Sans oublier que tout cela aurait dû se décider en moins de trois semaines, incluant les techniques, le personnel, et toutes les préparations à mener dans le plus grand secret dont plusieurs EVA vraiment critiques. Décidément, la « théorie » de l’escamotage en prend un coup ! Certains doutent même que la navette ait pu atteindre l’inclinaison orbitale de la station Saliout-7… Sans même parler de la capturer : les Soviétiques de Soyouz T-13 y sont arrivés parce que leurs systèmes étaient compatibles et préparés durant des mois, les Américains auraient dû l’agripper avec leur bras robotisé et rester une bonne semaine sur place au vu et au su de tout le monde.

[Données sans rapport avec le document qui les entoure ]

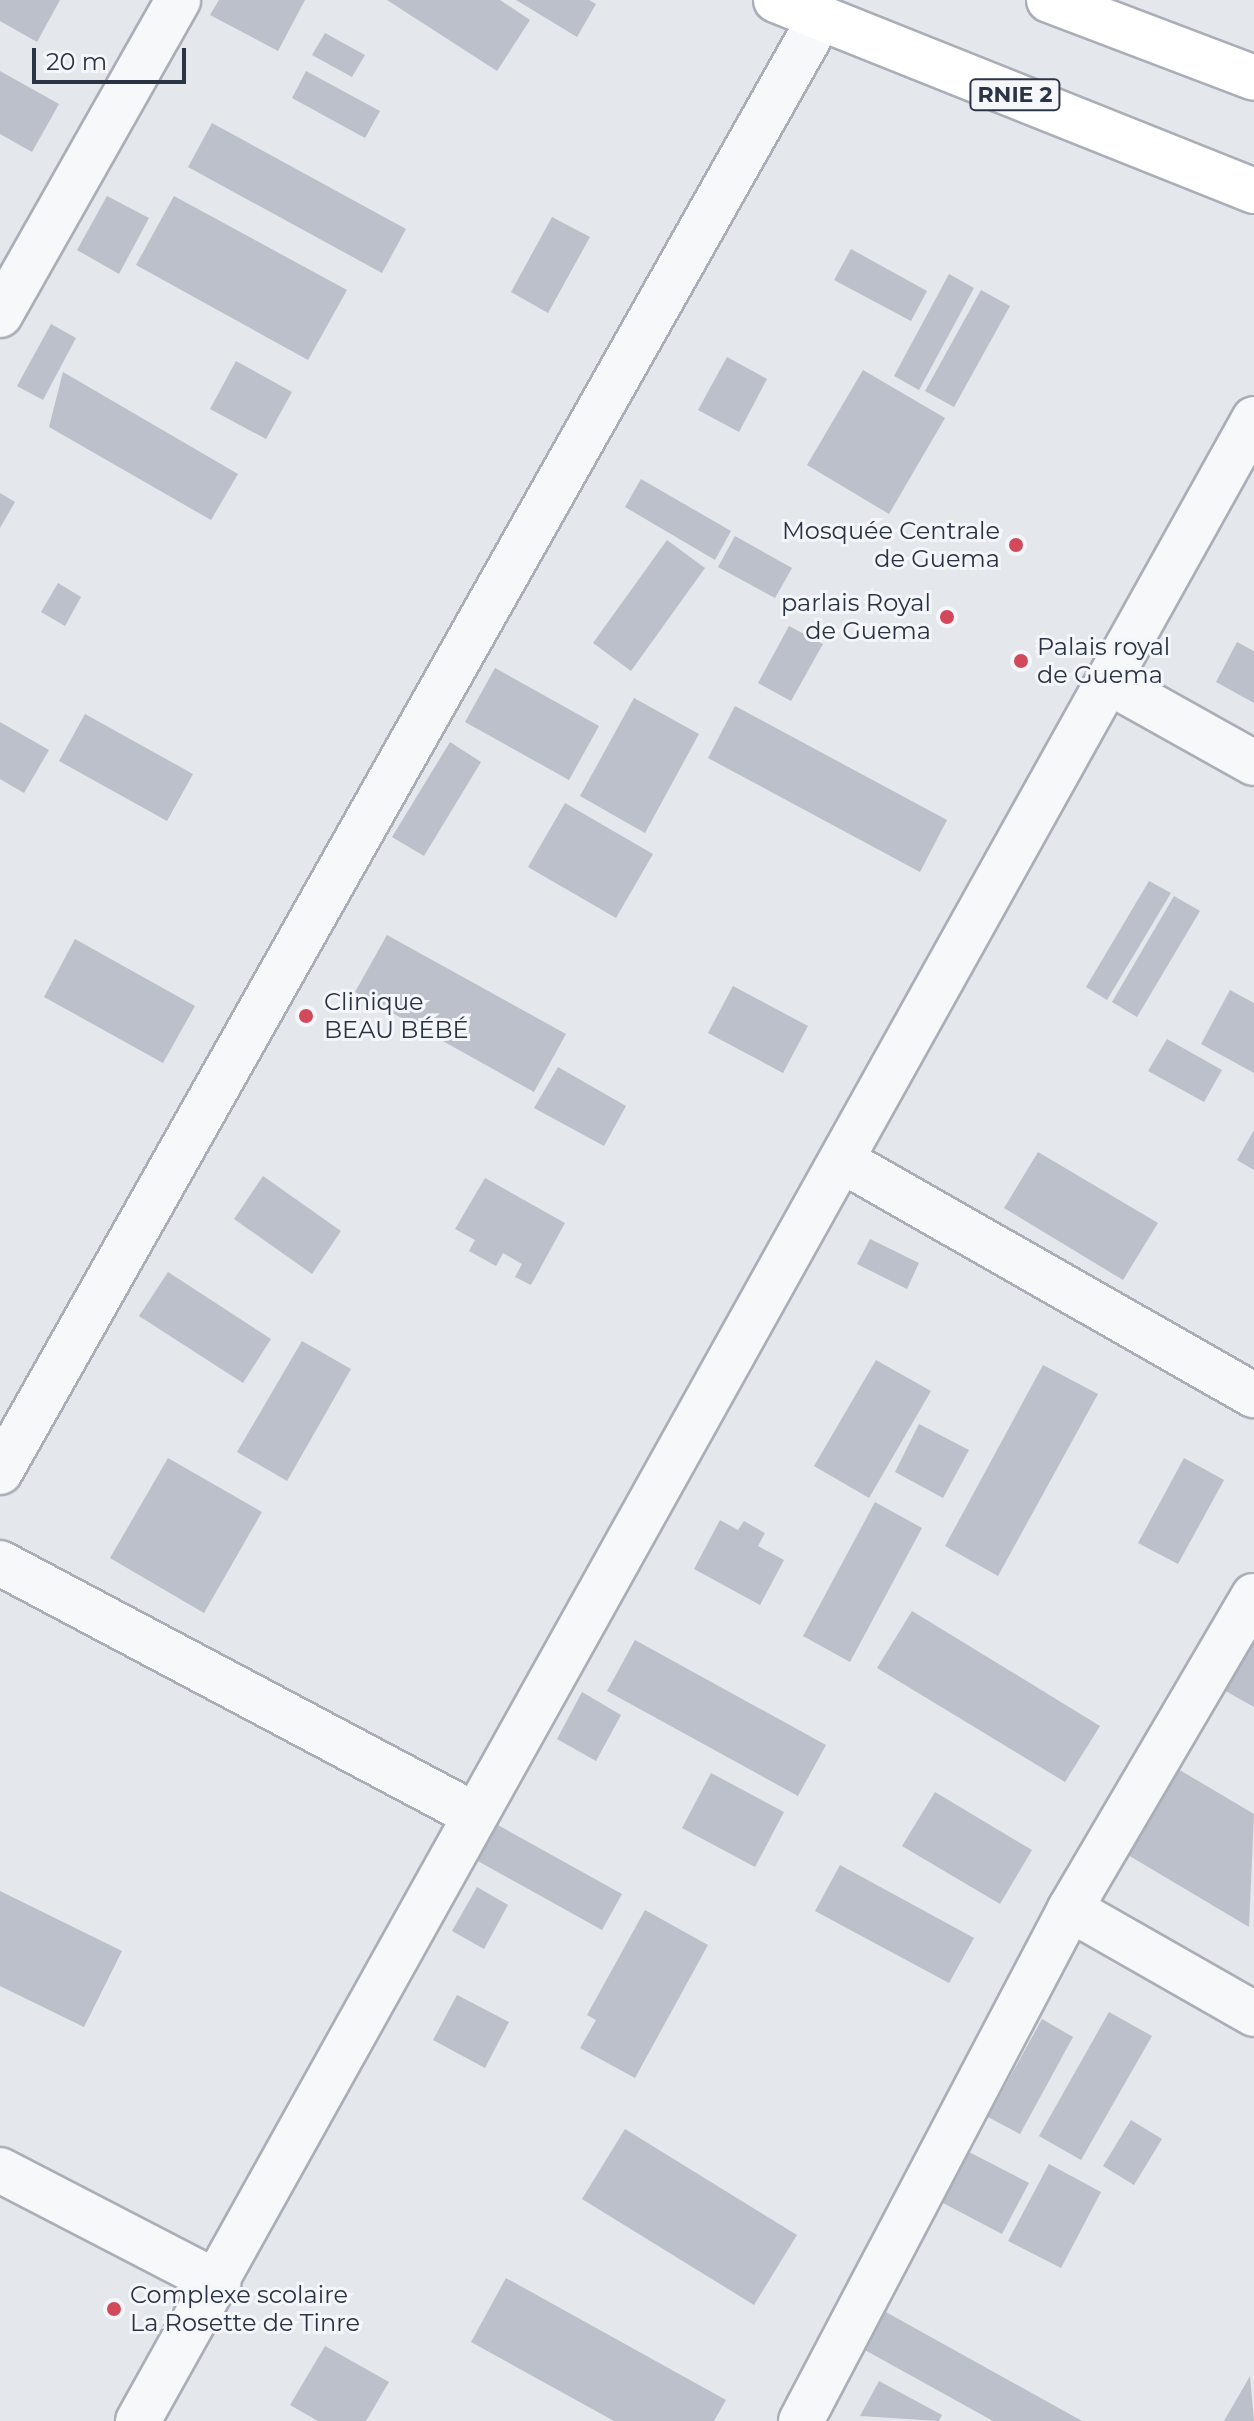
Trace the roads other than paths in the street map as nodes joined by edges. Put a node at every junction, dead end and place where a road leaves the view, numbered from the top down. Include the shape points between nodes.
1 (178, 0) edge
2 (776, 0) edge
3 (1049, 0) edge
4 (821, 17) junction
5 (1254, 78) edge
6 (1254, 191) edge
7 (0, 315) edge
8 (1254, 419) edge
9 (1109, 682) junction
10 (1254, 763) edge
11 (843, 1161) junction
12 (1254, 1395) edge
13 (0, 1472) edge
14 (0, 1563) edge
15 (1254, 1596) edge
16 (473, 1814) junction
17 (1070, 1909) junction
18 (1254, 2014) edge
19 (0, 2170) edge
20 (218, 2283) junction
21 (810, 2418) edge
22 (138, 2421) edge

1 - 7 street
2 - 4 main road, RNIE 2
3 - 5 main road
4 - 6 main road, RNIE 2
4 - 13 street
8 - 9 street
9 - 10 street
9 - 11 street
11 - 12 street
11 - 16 street
14 - 16 street
15 - 17 street
16 - 20 street
17 - 18 street
17 - 21 street
19 - 20 street
20 - 22 street

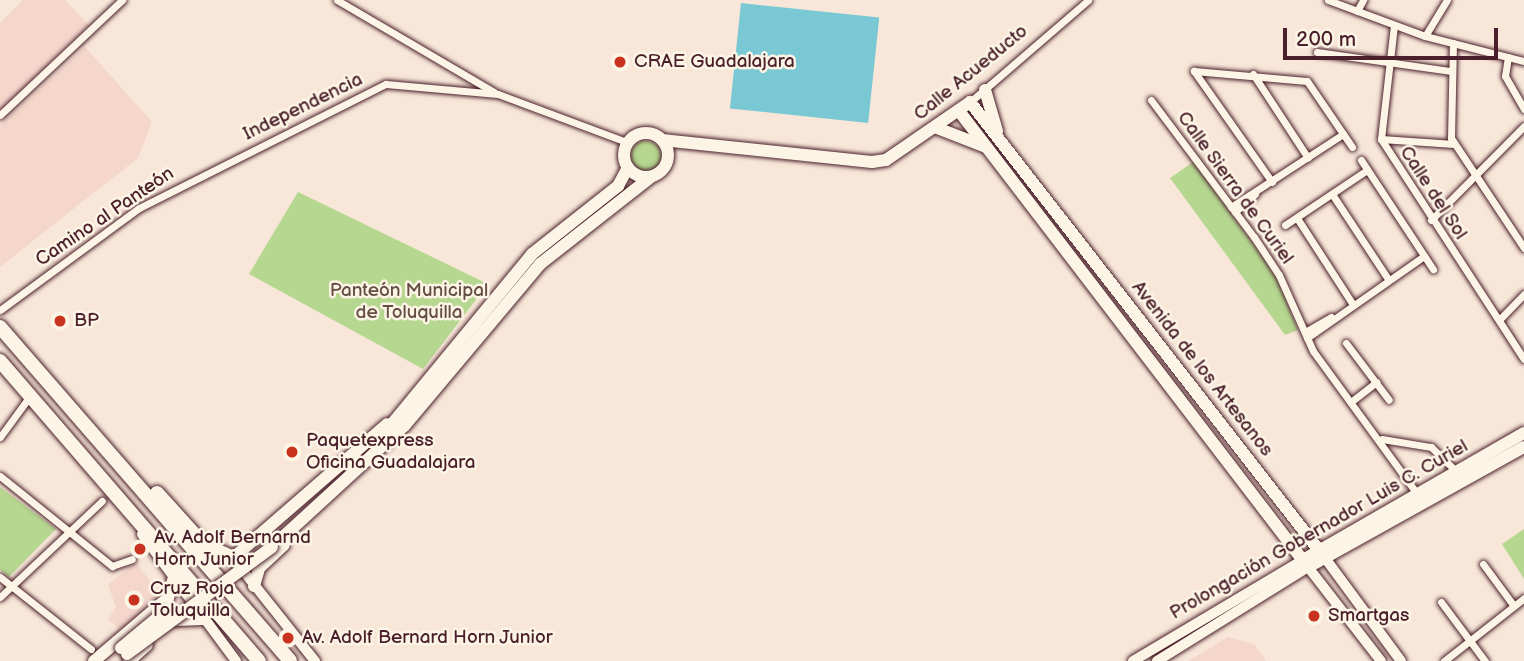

Bonne chance pour tout tronçonner et ranger ça dans une soute de navette... Crédits URSS/N.A. via Spacefacts.de

Une station, à quoi bon ?

Surtout, au-delà du côté spectaculaire de la démonstration de force, visiter ou décortiquer une station comme Saliout-7 n’aurait pas eu trop d’intérêt pour les Américains. N’oublions pas qu’ils avaient une décennie plus tôt réussi leur propre pari technologique avec la station Skylab, et qu’ils préparaient le développement d’une station moderne et évolutive, Freedom. Le modèle que leur apportait la navette semblait très prometteur (avec les labos en orbite tels que SpaceLab) et en plein essor, il ne fut brisé que l’année suivante par l’explosion de Challenger.

D’autre part, Saliout-7 n’était pas exactement une station secrète. Les astronautes y prenaient des photos, y tournaient des émissions, et c'était une station civile, sans destinée purement militaire. Difficile donc de trouver un argument déterminant en faveur d’une telle opération, qui n’a jamais eu lieu.

Par contre en 1995, il y avait ces hallucinantes images de navettes et de la station Mir... Mais pas de drama ici. Crédits NASA

Désinformer pour le plaisir

Reste que ce documentaire faux (au contraire d’un faux documentaire, « documenteur » ou « mockumentaire » qui assume de tordre la réalité au service d’un message souvent très gros à faire passer) est toujours en ligne aujourd’hui et totalise plus de 6,5 millions de vues sur YouTube, prêt à nourrir un complotisme absurde… Car même les USA n’en ont eu ni l’intention ni les capacités.

Bien au contraire, des responsables de la NASA avaient demandé à leurs homologues soviétiques, en 1984 et 1985, si ces derniers souhaitaient mettre en place un programme inter-agences d’urgence, au cas où un équipage serait bloqué en orbite basse. Mais la navette était un véhicule dual, qui avait déjà volé pour la défense américaine. L’URSS avait refusé. Il fallut finalement attendre Mir, et surtout la chute de l’URSS, pour voir les deux blocs collaborer dans l’espace une nouvelle fois. Et sans s’éclipser avec la station de l’autre…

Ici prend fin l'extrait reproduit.